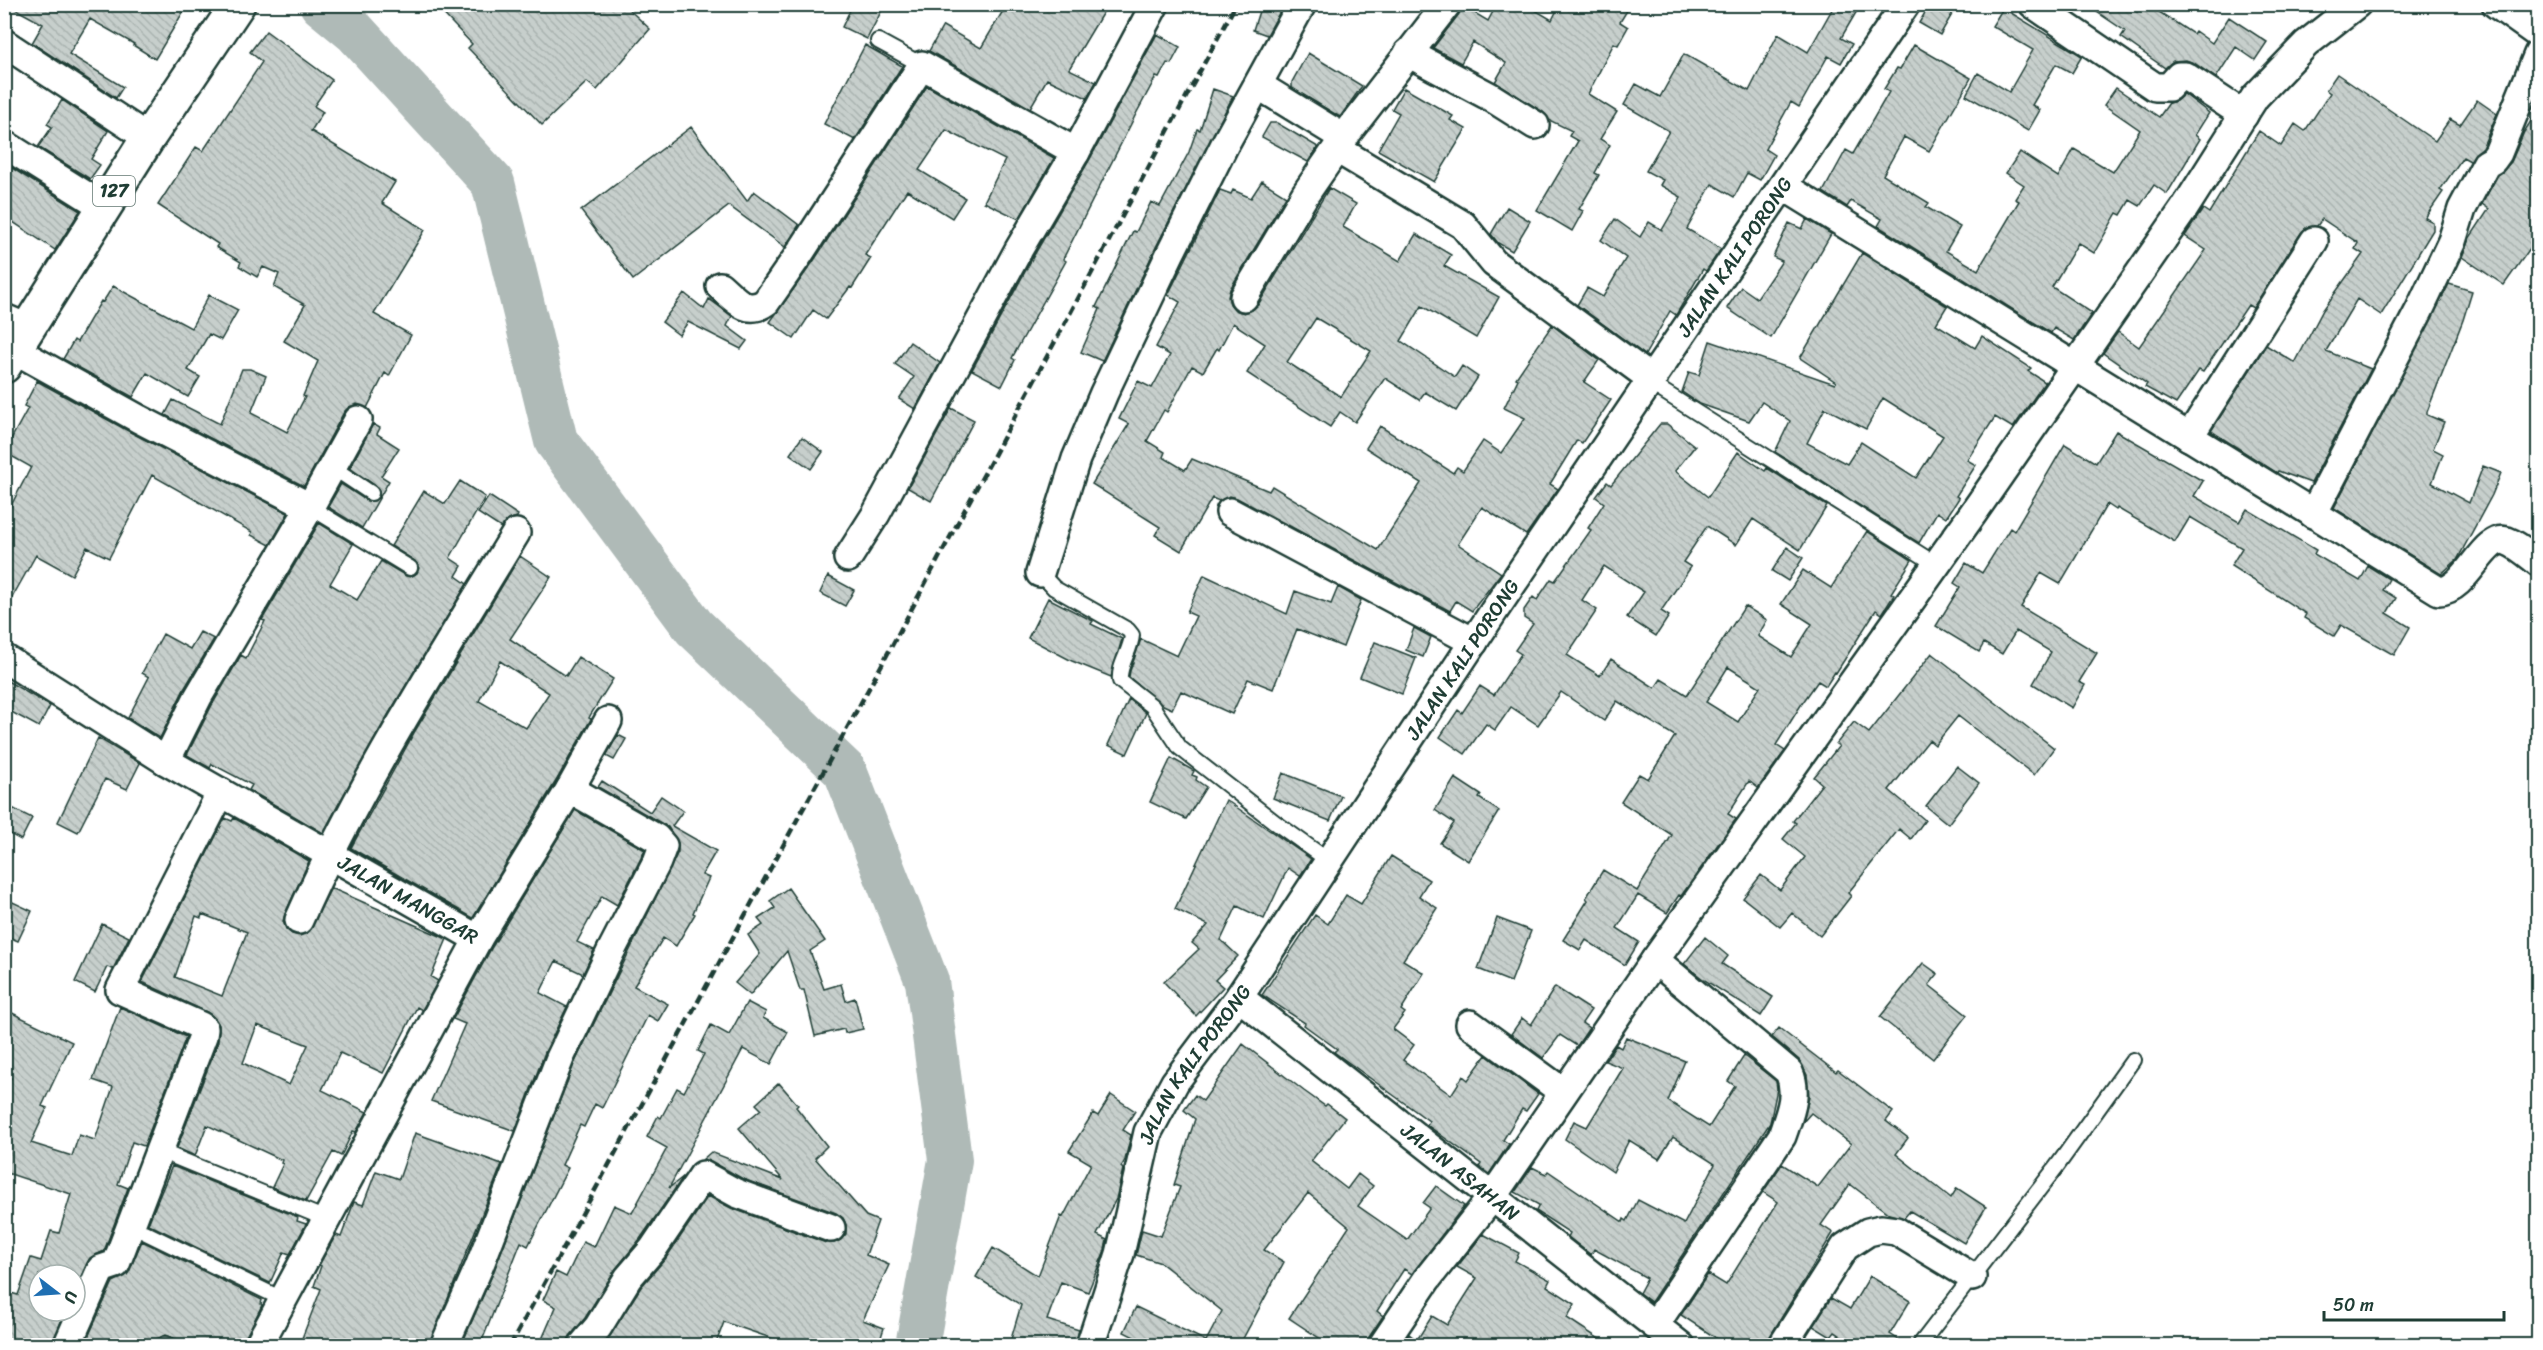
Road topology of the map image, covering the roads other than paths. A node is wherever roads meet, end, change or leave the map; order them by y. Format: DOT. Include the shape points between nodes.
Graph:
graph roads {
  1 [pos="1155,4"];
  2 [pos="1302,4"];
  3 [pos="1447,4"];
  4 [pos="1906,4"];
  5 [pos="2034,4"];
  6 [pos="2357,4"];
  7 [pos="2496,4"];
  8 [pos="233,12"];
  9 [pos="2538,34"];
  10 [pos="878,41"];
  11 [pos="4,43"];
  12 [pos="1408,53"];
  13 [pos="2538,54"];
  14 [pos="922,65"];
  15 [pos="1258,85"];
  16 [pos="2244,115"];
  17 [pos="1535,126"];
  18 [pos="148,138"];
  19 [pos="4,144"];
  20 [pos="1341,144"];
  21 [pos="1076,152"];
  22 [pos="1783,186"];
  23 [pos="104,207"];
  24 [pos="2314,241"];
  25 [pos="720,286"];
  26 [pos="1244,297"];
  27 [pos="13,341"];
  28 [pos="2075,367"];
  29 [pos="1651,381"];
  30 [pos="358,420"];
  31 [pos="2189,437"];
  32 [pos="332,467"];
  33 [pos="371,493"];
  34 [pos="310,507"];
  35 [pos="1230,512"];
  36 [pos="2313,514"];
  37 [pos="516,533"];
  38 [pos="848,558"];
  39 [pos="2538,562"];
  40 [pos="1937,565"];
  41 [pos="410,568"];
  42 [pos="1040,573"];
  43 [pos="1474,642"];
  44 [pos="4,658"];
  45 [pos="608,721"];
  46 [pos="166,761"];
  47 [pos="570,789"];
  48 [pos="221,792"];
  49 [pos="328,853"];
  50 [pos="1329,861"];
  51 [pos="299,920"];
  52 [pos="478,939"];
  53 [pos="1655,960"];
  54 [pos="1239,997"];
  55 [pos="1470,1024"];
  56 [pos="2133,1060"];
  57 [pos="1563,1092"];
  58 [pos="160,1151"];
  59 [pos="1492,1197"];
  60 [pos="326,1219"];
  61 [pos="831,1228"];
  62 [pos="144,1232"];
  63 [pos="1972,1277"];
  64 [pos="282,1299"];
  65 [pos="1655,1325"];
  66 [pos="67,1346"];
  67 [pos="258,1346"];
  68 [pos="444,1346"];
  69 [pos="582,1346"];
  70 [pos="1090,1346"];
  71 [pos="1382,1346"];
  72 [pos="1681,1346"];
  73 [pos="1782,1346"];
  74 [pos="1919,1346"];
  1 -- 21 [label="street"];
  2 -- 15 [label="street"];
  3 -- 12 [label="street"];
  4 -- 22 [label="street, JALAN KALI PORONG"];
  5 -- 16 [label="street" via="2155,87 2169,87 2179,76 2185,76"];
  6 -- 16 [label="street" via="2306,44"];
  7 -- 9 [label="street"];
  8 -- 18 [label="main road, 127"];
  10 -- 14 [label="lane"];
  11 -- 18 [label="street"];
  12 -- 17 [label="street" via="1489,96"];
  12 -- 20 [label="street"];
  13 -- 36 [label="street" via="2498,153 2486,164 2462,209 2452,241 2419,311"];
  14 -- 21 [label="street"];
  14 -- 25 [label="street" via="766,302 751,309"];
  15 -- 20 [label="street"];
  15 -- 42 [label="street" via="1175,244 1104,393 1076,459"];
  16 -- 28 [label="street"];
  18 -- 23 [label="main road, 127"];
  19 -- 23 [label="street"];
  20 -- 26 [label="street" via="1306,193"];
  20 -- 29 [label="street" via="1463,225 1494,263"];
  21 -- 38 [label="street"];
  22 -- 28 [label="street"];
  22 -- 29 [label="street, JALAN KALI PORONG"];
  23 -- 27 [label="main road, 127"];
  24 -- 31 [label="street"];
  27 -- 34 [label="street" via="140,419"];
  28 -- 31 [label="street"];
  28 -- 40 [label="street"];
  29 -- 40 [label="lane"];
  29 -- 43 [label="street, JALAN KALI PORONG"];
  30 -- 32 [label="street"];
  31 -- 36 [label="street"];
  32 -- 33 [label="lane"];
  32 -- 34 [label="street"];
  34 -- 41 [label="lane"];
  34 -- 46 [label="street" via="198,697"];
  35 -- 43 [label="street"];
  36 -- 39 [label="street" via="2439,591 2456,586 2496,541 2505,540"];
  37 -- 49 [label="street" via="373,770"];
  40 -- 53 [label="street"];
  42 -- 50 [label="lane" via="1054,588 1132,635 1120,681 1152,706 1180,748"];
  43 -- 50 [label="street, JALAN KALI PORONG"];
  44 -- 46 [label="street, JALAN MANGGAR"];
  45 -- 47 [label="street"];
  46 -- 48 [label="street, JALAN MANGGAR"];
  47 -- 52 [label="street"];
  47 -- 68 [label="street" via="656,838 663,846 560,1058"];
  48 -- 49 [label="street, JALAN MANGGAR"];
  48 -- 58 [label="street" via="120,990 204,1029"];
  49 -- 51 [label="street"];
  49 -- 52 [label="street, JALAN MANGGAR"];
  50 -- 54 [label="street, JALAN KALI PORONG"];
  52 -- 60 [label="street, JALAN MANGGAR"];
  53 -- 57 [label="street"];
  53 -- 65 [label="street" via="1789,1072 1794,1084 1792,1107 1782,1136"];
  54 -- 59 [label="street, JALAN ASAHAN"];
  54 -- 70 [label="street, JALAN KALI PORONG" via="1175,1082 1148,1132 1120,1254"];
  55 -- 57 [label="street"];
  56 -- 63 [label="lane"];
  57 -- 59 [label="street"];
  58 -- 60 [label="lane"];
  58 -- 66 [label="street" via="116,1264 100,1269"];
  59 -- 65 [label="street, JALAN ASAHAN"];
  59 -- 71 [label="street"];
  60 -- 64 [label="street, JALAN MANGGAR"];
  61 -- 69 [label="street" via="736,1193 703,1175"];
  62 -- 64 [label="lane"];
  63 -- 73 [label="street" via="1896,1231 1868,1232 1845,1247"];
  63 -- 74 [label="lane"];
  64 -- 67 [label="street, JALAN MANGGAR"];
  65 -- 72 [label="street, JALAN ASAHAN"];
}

**WORK TO BE COMPLETED**: From the first line to the last, give the data again exactly, but without pictures.

**COMPLETED EXERCISE**:
Road topology of the map image, covering the roads other than paths. A node is wherever roads meet, end, change or leave the map; order them by y. Format: DOT. Include the shape points between nodes.
Graph:
graph roads {
  1 [pos="1155,4"];
  2 [pos="1302,4"];
  3 [pos="1447,4"];
  4 [pos="1906,4"];
  5 [pos="2034,4"];
  6 [pos="2357,4"];
  7 [pos="2496,4"];
  8 [pos="233,12"];
  9 [pos="2538,34"];
  10 [pos="878,41"];
  11 [pos="4,43"];
  12 [pos="1408,53"];
  13 [pos="2538,54"];
  14 [pos="922,65"];
  15 [pos="1258,85"];
  16 [pos="2244,115"];
  17 [pos="1535,126"];
  18 [pos="148,138"];
  19 [pos="4,144"];
  20 [pos="1341,144"];
  21 [pos="1076,152"];
  22 [pos="1783,186"];
  23 [pos="104,207"];
  24 [pos="2314,241"];
  25 [pos="720,286"];
  26 [pos="1244,297"];
  27 [pos="13,341"];
  28 [pos="2075,367"];
  29 [pos="1651,381"];
  30 [pos="358,420"];
  31 [pos="2189,437"];
  32 [pos="332,467"];
  33 [pos="371,493"];
  34 [pos="310,507"];
  35 [pos="1230,512"];
  36 [pos="2313,514"];
  37 [pos="516,533"];
  38 [pos="848,558"];
  39 [pos="2538,562"];
  40 [pos="1937,565"];
  41 [pos="410,568"];
  42 [pos="1040,573"];
  43 [pos="1474,642"];
  44 [pos="4,658"];
  45 [pos="608,721"];
  46 [pos="166,761"];
  47 [pos="570,789"];
  48 [pos="221,792"];
  49 [pos="328,853"];
  50 [pos="1329,861"];
  51 [pos="299,920"];
  52 [pos="478,939"];
  53 [pos="1655,960"];
  54 [pos="1239,997"];
  55 [pos="1470,1024"];
  56 [pos="2133,1060"];
  57 [pos="1563,1092"];
  58 [pos="160,1151"];
  59 [pos="1492,1197"];
  60 [pos="326,1219"];
  61 [pos="831,1228"];
  62 [pos="144,1232"];
  63 [pos="1972,1277"];
  64 [pos="282,1299"];
  65 [pos="1655,1325"];
  66 [pos="67,1346"];
  67 [pos="258,1346"];
  68 [pos="444,1346"];
  69 [pos="582,1346"];
  70 [pos="1090,1346"];
  71 [pos="1382,1346"];
  72 [pos="1681,1346"];
  73 [pos="1782,1346"];
  74 [pos="1919,1346"];
  1 -- 21 [label="street"];
  2 -- 15 [label="street"];
  3 -- 12 [label="street"];
  4 -- 22 [label="street, JALAN KALI PORONG"];
  5 -- 16 [label="street" via="2155,87 2169,87 2179,76 2185,76"];
  6 -- 16 [label="street" via="2306,44"];
  7 -- 9 [label="street"];
  8 -- 18 [label="main road, 127"];
  10 -- 14 [label="lane"];
  11 -- 18 [label="street"];
  12 -- 17 [label="street" via="1489,96"];
  12 -- 20 [label="street"];
  13 -- 36 [label="street" via="2498,153 2486,164 2462,209 2452,241 2419,311"];
  14 -- 21 [label="street"];
  14 -- 25 [label="street" via="766,302 751,309"];
  15 -- 20 [label="street"];
  15 -- 42 [label="street" via="1175,244 1104,393 1076,459"];
  16 -- 28 [label="street"];
  18 -- 23 [label="main road, 127"];
  19 -- 23 [label="street"];
  20 -- 26 [label="street" via="1306,193"];
  20 -- 29 [label="street" via="1463,225 1494,263"];
  21 -- 38 [label="street"];
  22 -- 28 [label="street"];
  22 -- 29 [label="street, JALAN KALI PORONG"];
  23 -- 27 [label="main road, 127"];
  24 -- 31 [label="street"];
  27 -- 34 [label="street" via="140,419"];
  28 -- 31 [label="street"];
  28 -- 40 [label="street"];
  29 -- 40 [label="lane"];
  29 -- 43 [label="street, JALAN KALI PORONG"];
  30 -- 32 [label="street"];
  31 -- 36 [label="street"];
  32 -- 33 [label="lane"];
  32 -- 34 [label="street"];
  34 -- 41 [label="lane"];
  34 -- 46 [label="street" via="198,697"];
  35 -- 43 [label="street"];
  36 -- 39 [label="street" via="2439,591 2456,586 2496,541 2505,540"];
  37 -- 49 [label="street" via="373,770"];
  40 -- 53 [label="street"];
  42 -- 50 [label="lane" via="1054,588 1132,635 1120,681 1152,706 1180,748"];
  43 -- 50 [label="street, JALAN KALI PORONG"];
  44 -- 46 [label="street, JALAN MANGGAR"];
  45 -- 47 [label="street"];
  46 -- 48 [label="street, JALAN MANGGAR"];
  47 -- 52 [label="street"];
  47 -- 68 [label="street" via="656,838 663,846 560,1058"];
  48 -- 49 [label="street, JALAN MANGGAR"];
  48 -- 58 [label="street" via="120,990 204,1029"];
  49 -- 51 [label="street"];
  49 -- 52 [label="street, JALAN MANGGAR"];
  50 -- 54 [label="street, JALAN KALI PORONG"];
  52 -- 60 [label="street, JALAN MANGGAR"];
  53 -- 57 [label="street"];
  53 -- 65 [label="street" via="1789,1072 1794,1084 1792,1107 1782,1136"];
  54 -- 59 [label="street, JALAN ASAHAN"];
  54 -- 70 [label="street, JALAN KALI PORONG" via="1175,1082 1148,1132 1120,1254"];
  55 -- 57 [label="street"];
  56 -- 63 [label="lane"];
  57 -- 59 [label="street"];
  58 -- 60 [label="lane"];
  58 -- 66 [label="street" via="116,1264 100,1269"];
  59 -- 65 [label="street, JALAN ASAHAN"];
  59 -- 71 [label="street"];
  60 -- 64 [label="street, JALAN MANGGAR"];
  61 -- 69 [label="street" via="736,1193 703,1175"];
  62 -- 64 [label="lane"];
  63 -- 73 [label="street" via="1896,1231 1868,1232 1845,1247"];
  63 -- 74 [label="lane"];
  64 -- 67 [label="street, JALAN MANGGAR"];
  65 -- 72 [label="street, JALAN ASAHAN"];
}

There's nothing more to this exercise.